Her eyes were a deep green, dark and guilty. A few scattered flecks of gold were dotted throughout the iris and in that moment he felt... he didn't know the words.
Terrified, disbelieving. Furious and unsure. Frozen to the spot.
"Hey..." she said quietly, not entirely sure what to say in that moment but her expression suddenly determined, looking away as if to grant him some kind of distance. "Listen, alright I know you're freaked out. Just listen to me okay?"
"Who the hell are you?" he said tensely, his throat thick and his chest tight. He watched her intensely but she did not meet his eyes again.
"Don't stay home tonight," she said quickly instead of answering, taking a step away. "I don't give a crap what your mom or that doctor says, this isn't something that gets fixed with bed rest. It doesn't get fixed ever but..." she paused, taking another step away. Her eyes were fixed on nothing at all, distant and... just as afraid. "It gets better. Sort of..."

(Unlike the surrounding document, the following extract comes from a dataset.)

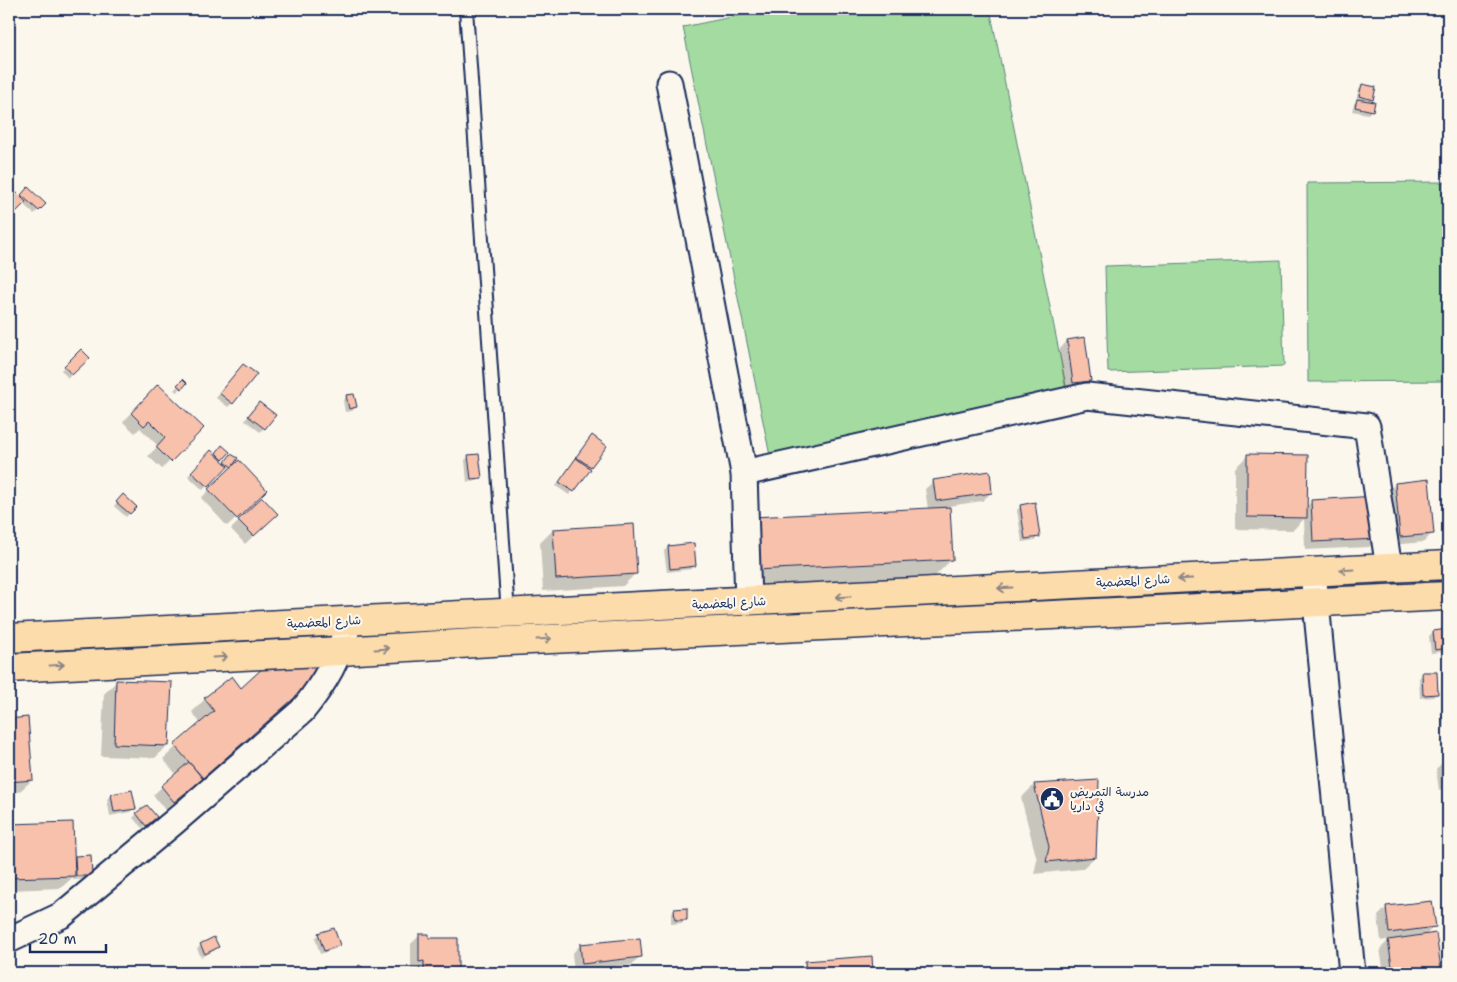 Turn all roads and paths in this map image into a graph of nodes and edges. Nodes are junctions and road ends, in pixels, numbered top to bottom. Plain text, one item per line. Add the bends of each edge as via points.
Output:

"What are you talking about?" he shot back aggressively, advancing on her but she took another step away to compensate. She looked ready to run. His free hand was in a fist.
"Don't stay home," she repeated, the words earnest and pleading. "You love them? You want them alive? Go out into the woods, go as far as you can run before the sun goes down. No matter how much pain you're in keep running, just do that okay? I'm trying to help you."
"What-!?" he started to say again, getting angry but she was backing up faster now, turning away.
"I warned you!" she shouted at him, glancing once more over her shoulder. "I've done my part, I tried to atone. I- I-," she stopped, still for only a moment more before she looked towards the forest and back towards his arm. "I'm sorry okay? I'm sorry, but nothing can change now. Just take that advice. Don't stay home tonight, don't tell anyone where you're going. Just go and disappear. It's what's safest for everyone now."
"Who the hell are you!?" he shouted again, and though he didn't yet notice, he was shaking. Her eyes were stuck in his head, that same primal sense of horror stuck in his chest and making him feel like he was suffocating. His shoulder ached and his voice cracked as he spoke again. "You can't just spew crap and expect me to take you at your word. Who are you!?"
She stopped. And without looking she spoke quietly, so quietly he almost didn't hear her.
"I'm the monster in your nightmares kid. Just run... just run and don't look back."